Tip of the Week #165: `if` and `switch` statements with initializers

Originally posted as TotW #165 on August 17, 2019

Updated 2020-01-17

Unless you use conditional control flow, you can stop reading now.

A new syntax

C++17 allows if and switch statements to include an initializer:

if (init; cond) { /* ... */ }
switch (init; cond) { /* ... */ }

This syntax lets you keep the scope of variables as tight as possible:

if (auto it = m.find("key"); it != m.end()) {
  return it->second;
} else {
  return absl::NotFoundError("Entry not found");
}

The semantics of the initializer are exactly as in the for statement; details below.

When this is useful

One of the most important ways to manage complexity is to break complex systems down into non-interacting, local parts that can be understood in isolation and ignored in their entirety. In C++, the presence of variables increases complexity, and scopes allow us to limit the extent of this complexity: the less a variable is in scope, the less often a reader needs to remember that the variable exists.

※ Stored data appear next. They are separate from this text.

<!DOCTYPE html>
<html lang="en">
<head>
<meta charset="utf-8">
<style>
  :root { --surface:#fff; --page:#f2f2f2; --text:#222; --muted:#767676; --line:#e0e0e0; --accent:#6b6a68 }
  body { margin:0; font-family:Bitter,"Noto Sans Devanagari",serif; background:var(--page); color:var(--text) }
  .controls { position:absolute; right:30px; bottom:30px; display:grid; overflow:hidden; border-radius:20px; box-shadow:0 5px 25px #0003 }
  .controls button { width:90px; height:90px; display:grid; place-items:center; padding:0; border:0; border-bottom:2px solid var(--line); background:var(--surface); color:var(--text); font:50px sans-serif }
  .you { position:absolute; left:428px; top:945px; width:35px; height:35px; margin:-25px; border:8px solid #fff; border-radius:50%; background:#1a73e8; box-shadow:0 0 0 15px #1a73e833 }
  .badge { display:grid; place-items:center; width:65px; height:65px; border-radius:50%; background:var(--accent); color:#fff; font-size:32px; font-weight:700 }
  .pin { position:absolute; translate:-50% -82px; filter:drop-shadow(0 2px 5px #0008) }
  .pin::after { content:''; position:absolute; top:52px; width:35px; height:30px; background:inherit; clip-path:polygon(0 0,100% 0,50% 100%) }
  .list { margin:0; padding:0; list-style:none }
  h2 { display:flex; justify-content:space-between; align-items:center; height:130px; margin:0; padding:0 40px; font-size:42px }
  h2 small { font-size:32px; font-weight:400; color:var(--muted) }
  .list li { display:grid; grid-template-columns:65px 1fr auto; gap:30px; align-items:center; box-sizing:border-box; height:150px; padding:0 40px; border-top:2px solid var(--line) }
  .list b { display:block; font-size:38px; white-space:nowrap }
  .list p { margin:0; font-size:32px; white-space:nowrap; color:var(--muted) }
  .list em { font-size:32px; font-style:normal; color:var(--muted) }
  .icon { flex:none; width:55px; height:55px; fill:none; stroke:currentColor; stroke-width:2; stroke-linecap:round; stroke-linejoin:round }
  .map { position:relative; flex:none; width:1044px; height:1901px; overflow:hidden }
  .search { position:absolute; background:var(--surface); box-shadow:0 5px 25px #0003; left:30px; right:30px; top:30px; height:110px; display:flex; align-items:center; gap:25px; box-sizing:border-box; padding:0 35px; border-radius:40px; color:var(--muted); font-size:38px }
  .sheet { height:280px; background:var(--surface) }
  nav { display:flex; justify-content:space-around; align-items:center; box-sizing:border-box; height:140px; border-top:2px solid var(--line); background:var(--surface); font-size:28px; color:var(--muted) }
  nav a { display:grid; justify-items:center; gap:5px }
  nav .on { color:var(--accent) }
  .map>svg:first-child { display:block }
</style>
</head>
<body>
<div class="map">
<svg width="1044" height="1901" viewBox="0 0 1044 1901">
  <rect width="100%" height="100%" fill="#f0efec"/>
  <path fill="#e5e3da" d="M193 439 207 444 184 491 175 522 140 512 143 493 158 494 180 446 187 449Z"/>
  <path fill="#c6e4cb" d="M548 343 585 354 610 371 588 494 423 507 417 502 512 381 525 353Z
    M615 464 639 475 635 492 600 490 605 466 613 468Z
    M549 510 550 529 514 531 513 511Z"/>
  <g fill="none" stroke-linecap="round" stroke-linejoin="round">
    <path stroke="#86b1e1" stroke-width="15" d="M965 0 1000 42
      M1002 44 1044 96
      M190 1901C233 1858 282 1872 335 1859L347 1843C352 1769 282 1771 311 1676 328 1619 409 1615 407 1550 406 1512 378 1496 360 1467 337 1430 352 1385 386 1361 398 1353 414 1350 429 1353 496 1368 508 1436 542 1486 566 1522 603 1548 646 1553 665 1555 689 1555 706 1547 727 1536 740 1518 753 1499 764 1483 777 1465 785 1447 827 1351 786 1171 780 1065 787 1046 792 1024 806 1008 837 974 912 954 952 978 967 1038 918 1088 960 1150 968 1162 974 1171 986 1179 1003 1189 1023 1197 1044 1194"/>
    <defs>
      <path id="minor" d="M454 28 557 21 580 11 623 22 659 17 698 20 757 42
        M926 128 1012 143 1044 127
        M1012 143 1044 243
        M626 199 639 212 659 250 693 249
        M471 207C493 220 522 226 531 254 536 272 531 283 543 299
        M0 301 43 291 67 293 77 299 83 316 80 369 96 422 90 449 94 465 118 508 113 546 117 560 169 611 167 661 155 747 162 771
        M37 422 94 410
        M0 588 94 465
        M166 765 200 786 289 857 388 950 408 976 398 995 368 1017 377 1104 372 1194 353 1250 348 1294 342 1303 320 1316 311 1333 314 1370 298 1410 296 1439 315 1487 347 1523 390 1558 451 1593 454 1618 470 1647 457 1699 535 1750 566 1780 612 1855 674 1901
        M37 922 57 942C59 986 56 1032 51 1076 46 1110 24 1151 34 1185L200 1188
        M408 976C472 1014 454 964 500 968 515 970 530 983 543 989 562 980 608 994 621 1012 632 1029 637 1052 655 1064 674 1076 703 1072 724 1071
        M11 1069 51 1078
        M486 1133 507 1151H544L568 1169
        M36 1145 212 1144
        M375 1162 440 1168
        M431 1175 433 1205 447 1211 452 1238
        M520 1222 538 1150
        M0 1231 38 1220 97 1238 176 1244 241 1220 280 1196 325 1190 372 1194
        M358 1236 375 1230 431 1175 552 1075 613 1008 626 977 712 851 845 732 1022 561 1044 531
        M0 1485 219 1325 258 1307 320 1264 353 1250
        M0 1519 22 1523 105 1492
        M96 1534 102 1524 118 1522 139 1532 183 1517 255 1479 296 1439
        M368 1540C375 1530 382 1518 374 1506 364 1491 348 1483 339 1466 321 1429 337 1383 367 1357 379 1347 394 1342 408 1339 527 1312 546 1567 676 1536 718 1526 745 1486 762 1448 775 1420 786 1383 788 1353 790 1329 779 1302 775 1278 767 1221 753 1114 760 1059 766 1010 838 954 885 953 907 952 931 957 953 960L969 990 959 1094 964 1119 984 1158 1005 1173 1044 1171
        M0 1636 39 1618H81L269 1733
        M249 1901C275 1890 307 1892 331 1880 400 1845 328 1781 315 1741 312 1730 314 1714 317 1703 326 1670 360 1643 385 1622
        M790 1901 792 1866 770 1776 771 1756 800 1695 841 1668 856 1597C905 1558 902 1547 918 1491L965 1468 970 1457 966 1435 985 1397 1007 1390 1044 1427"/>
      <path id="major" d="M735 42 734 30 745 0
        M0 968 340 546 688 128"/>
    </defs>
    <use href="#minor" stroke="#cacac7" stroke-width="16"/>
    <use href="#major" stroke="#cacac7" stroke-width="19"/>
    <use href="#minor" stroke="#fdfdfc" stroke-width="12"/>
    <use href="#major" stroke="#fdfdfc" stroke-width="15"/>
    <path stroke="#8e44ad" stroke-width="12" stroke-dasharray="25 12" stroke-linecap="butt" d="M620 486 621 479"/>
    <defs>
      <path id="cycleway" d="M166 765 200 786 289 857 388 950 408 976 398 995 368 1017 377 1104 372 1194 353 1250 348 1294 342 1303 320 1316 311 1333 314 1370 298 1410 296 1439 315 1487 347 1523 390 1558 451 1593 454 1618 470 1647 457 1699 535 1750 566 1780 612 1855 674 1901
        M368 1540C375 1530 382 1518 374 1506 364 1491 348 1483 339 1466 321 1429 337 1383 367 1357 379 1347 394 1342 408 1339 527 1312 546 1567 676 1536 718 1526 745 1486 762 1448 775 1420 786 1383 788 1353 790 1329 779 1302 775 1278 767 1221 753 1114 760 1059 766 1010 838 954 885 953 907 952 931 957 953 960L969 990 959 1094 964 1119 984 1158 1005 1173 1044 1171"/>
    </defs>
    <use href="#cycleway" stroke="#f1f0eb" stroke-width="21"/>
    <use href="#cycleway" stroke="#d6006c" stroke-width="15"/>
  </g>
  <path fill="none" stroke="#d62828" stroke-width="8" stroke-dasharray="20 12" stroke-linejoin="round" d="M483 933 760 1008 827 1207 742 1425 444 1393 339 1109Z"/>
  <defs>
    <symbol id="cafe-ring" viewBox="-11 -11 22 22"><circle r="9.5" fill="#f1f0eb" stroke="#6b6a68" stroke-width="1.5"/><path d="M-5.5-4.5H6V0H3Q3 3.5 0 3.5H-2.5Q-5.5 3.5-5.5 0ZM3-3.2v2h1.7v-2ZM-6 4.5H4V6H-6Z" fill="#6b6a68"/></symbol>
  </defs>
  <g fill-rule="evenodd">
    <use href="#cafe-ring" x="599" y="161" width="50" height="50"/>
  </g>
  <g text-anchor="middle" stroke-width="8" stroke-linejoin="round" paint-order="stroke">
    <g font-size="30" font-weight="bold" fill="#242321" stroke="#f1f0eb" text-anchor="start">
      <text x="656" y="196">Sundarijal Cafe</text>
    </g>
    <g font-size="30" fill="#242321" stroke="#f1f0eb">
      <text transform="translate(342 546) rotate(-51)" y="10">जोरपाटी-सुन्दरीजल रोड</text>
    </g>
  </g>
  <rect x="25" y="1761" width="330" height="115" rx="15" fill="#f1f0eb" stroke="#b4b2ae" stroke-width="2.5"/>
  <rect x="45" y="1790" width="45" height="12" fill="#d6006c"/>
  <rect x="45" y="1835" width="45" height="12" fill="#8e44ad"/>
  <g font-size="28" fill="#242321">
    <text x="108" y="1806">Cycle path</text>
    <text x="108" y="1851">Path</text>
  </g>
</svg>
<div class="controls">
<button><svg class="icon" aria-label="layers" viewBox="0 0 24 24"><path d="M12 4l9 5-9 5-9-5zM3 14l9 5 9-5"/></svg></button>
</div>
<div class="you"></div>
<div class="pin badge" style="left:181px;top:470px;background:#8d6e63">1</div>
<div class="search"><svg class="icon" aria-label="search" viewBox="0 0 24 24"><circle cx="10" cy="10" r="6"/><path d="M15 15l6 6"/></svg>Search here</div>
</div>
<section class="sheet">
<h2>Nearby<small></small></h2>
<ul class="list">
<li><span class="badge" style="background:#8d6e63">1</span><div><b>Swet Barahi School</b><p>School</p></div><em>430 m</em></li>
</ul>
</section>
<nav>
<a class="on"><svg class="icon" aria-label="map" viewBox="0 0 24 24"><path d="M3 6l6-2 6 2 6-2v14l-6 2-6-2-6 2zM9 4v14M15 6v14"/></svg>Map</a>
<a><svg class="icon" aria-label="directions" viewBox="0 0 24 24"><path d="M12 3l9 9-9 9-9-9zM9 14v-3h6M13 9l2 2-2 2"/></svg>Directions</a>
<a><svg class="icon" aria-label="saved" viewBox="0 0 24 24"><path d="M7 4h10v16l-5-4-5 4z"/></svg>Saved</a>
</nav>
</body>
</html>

When demanding reader attention, it is thus valuable to limit the scopes of variables to where they are actually needed. The new syntax offers one new tool for this. Contrast then this new syntax with the alternative code one would have written prior to C++17: Either we keep the scopes tight, and thus need to write additional braces:

{
  auto it = m.find("key");
  if (it != m.end()) {
    return it->second;
  } else {
    return absl::NotFoundError("Entry not found");
  }
}

Or, as seems to be the more typical solution, we do not keep the scopes tight and just “leak” the variables:

auto it = m.find("key");
if (it != m.end()) {
  return it->second;
} else {
  return absl::NotFoundError("Entry not found");
}

By contrast, the new style is self-contained: It is not possible to move the if statement without also moving the variable and its scope. The local meaning of the variable remains unchanged as code is moved around or copy-pasted. With the previous styles, code movement could accidentally change the scope of the variable (if the outer braces are not copied), or its meaning (if the variable itself is not copied and a variable with that name is in scope), or introduce a name clash.

The complexity considerations lead to the common adage that variable name length should match the variable scope’s size; that is, variables that are in scope for longer should have longer names (since they need to make sense to a reader that has long moved on). Conversely, smaller scopes permit shorter names. When variable names are leaked (as above), we see regrettable patterns emerge such as: multiple variables it1, it2, … become necessary to avoid clashes; variables are reassigned (auto it = m1.find(/* ... */); it = m2.find(/* ... */); or variables get intrusively long names (auto database_index_iter = m.find(/* ... */)).

Details, scopes, declarative regions

The new, optional initializer in if and switch statements works exactly like the initializer in a for statement. (The latter is essentially a while statement with initializer.) That is, the syntax-with-initializer is mostly just syntactic sugar around the following rewrites:

Sugared form	Rewritten as
`if (init; cond) BODY`	`{ init; if (cond) BODY }`
`switch (init; cond) BODY`	`{ init; switch (cond) BODY }`
`for (init; cond; incr) BODY`	`{ init; while (cond) { BODY; incr; } }`

Importantly, the names declared in the initializer are in scope of a potential else arm of an if statement.

There is one difference, though: In the sugared form, the initializer is in the same scope as the condition and body (of both the if and the else arm), rather than in a separate, larger scope. This means that variable names must be unique across all these parts, though they may shadow earlier declarations. The following examples illustrate the various disallowed redeclarations and allowed shadowing declarations:

int w;

if (int x, y, z; int y = g()) {   // error: y redeclared, first declared in initializer
  int x;                          // error: x redeclared, first declared in initializer
  int w;                          // OK, shadows outer variable
  {
    int x, y;                     // OK, shadowing in nested scope is allowed
  }
} else {
  int z;                          // error: z redeclared, first declared in initializer
}

if (int w; int q = g()) {         // declaration of "w" OK, shadows outer variable
  int q;                          // error: q redeclared, first declared in condition
  int w;                          // error: w redeclared, first declared in initializer
}

Interaction with structured bindings

C++17 also introduces structured bindings, a mechanism to assign names to the elements of a “destructurable” value (such as a tuple, an array, or a simple struct): auto [iter, ins] = m.insert(/* ... */);

That feature plays nicely with the new initializer in the if statement:

if (auto [iter, ins] = m.try_emplace(key, data); ins) {
  use(iter->second);
} else {
  LOG(ERROR) << "Key '" << key << "' already exists.";
}

Another example comes from using C++17’s new node handles that allow true moving of elements between maps or sets without copying. This feature defines an insert-return-type that is destructurable and that results from inserting a node handle:

if (auto [iter, ins, node] = m2.insert(m1.extract(k)); ins) {
  LOG(INFO) << "Element with key '" << k << "' transferred successfully";
} else if (!node) {
  LOG(ERROR) << "Key '" << k << "' does not exist in first map.";
} else {
  LOG(ERROR) << "Key '" << k << "' already in m2; m2 unchanged; m1 changed.";
}

Conclusion

Use the new if (init; cond) and switch (init; cond) syntax when you need a new variable for use within the if or switch statement that is not needed outside of it. This simplifies the ambient code. Moreover, since the variable’s scope is now small, its name can be shorter, too.